As a project approaches completion and, finally, commissioning, Meko recommends that the operator of the facility must ensure that the maintenance strategy addresses the appropriate mix of preventive and predictive technologies. This will provide the right maintenance at the right time and carried out by competent and qualified artisans. Therefore, training of the operations and maintenance staff is probably more important than any other element in the process.
Meko sees a huge potential for the power plant retrofitting market in Africa. As the population and development of the area continues to grow at a rapid pace the demand for power will grow significantly. “In many cases, there are opportunities to repurpose existing power generation equipment in order to best serve multiple objectives, particularly when increases in demand requirements are anticipated.

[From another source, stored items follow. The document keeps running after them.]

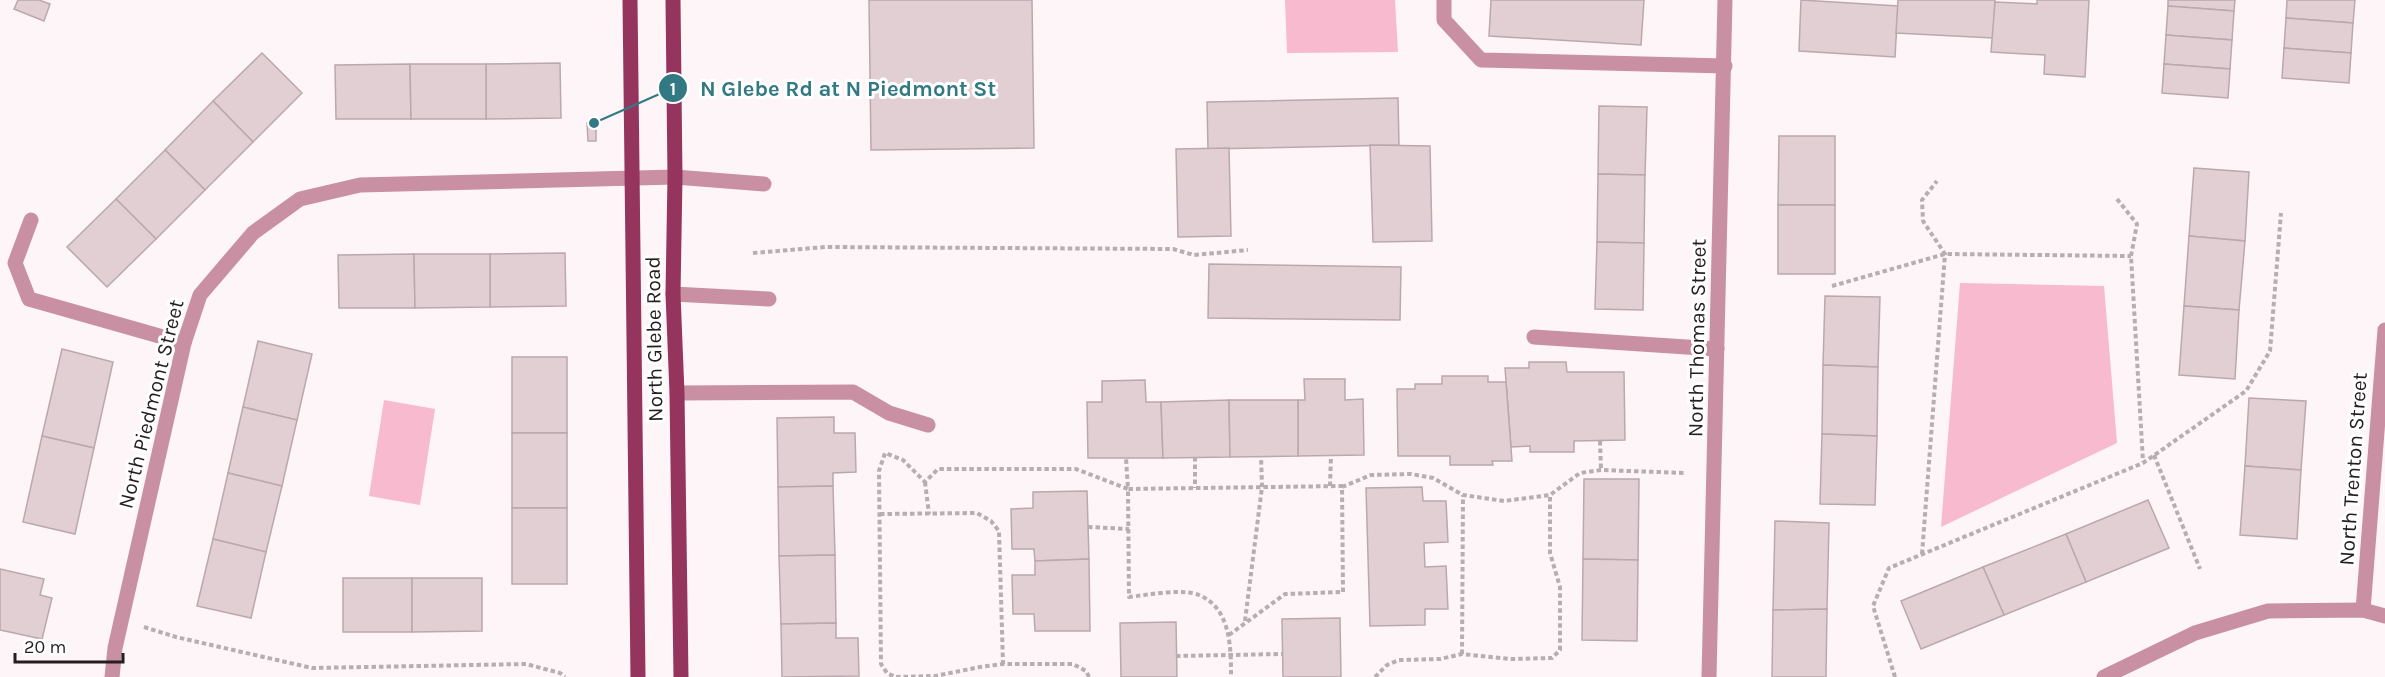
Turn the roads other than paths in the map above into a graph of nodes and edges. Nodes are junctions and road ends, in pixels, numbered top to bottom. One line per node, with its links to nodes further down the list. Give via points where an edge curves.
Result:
1 (630, 0): 6 (main road, North Glebe Road)
2 (673, 0): 7 (main road, North Glebe Road)
3 (1444, 0): 5 (street, via 1444,20 1480,60)
4 (1725, 0): 5 (street, North Thomas Street)
5 (1725, 66): 15 (street, North Thomas Street)
6 (631, 177): 7 (street, North Piedmont Street); 14 (street, North Piedmont Street, via 360,185 300,199 253,233 200,295); 21 (main road, North Glebe Road)
7 (675, 177): 8 (street, North Piedmont Street); 10 (main road, North Glebe Road)
8 (764, 184)
9 (31, 220): 14 (street, via 15,263 29,299)
10 (673, 294): 11 (street); 16 (main road, North Glebe Road)
11 (769, 299)
12 (2385, 330): 18 (street, North Trenton Street)
13 (1534, 337): 15 (street)
14 (184, 343): 20 (street, North Piedmont Street, via 121,619)
15 (1717, 349): 23 (street, North Thomas Street)
16 (677, 393): 17 (street, via 854,392 890,414); 22 (main road, North Glebe Road)
17 (928, 425)
18 (2363, 610): 19 (street); 24 (street, via 2268,611 2195,633)
19 (2385, 616)
20 (112, 677)
21 (638, 677)
22 (681, 677)
23 (1709, 677)
24 (2104, 677)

Retrofit can often be accomplished at relatively low costs, using shorter schedules to achieve simultaneous reductions in energy costs, and increases in availability.
Further, what augurs well for prospects of power plant retrofitting is that many aging plants, regardless of their location, were built using technologies that have continued to improve in terms of efficiency, capacity and reliability, Meko highlights, citing advances that are most evident in gas turbine technology over the last twenty years. “Gas turbine capacity has increased by a factor of three or more while simultaneous increases in efficiency have led to better heat rates, lower fuel costs (per unit of output) and, in many cases, lower carbon emissions. Likewise, the understanding of failure mechanisms, as well as instrumentation and maintenance best practices to detail incipient failures now allow units to run longer between maintenance intervals.”